In all the battles, in all the wars and all the struggles of this 19 years, I lost my identity. I am the first to declare that people can and will do ONLY what you allow them to. I am woman enough to admit that I allowed a lot to happen. I’ve had people ask me how and why I tolerated so much. I wanted more than anything for my marriage to work. It didn’t. I had to start the process of rebuilding.
As a couple, my ex and I decided that I would stay home with our son while he was in elementary school. He disagrees but I know for a fact that we decided, TOGETHER, that I would stay at home until he entered 9th grade. I don’t regret for one minute staying at home with my son. It was where I needed to be.
The summer before my son entered 9th grade, I suffered a brain hemorrhage. I was supposed to die because that’s what typically happens when you have an aneurysm. Obviously, I didn’t. Recovery was excruciating. I was bedridden for six months. There were very few things that I could do for myself. There was no chance of me returning to work that year. As it turns out, I wouldn’t return to work at all prior to my divorce.

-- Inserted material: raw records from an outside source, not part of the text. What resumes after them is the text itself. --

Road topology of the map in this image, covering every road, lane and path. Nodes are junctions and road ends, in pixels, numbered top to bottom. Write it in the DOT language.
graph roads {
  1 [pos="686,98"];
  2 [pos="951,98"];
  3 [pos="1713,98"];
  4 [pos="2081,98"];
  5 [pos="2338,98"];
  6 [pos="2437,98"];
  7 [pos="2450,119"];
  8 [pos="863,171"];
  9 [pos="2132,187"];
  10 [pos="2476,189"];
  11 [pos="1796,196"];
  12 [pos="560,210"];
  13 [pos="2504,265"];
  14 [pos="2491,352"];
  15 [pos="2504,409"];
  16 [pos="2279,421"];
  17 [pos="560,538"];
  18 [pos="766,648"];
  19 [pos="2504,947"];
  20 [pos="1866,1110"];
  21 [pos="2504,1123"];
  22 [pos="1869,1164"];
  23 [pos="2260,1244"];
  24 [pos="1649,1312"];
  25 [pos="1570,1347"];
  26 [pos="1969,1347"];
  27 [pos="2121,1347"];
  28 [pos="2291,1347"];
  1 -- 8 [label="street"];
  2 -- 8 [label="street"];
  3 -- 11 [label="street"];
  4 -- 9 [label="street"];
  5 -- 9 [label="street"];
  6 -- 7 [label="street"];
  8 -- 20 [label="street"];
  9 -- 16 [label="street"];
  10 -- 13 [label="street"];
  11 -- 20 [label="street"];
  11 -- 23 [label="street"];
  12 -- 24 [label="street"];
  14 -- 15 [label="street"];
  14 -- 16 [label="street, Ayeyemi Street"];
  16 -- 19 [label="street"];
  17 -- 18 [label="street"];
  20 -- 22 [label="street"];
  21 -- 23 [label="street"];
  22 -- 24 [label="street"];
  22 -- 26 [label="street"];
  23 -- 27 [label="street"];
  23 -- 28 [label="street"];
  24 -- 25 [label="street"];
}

Right now, I’m searching for full-time paralegal work. I still have a sales job in a self-employed capacity. I’m working on building credit for myself. I will buy a home next year. I will payoff my car. I’ve had to learn to rely upon myself, the same as I did before I was married. My family has and always will be there for me but backtracking to the me I was before I lost that woman is an amazing journey. Perseverance, determination and faith will see me through.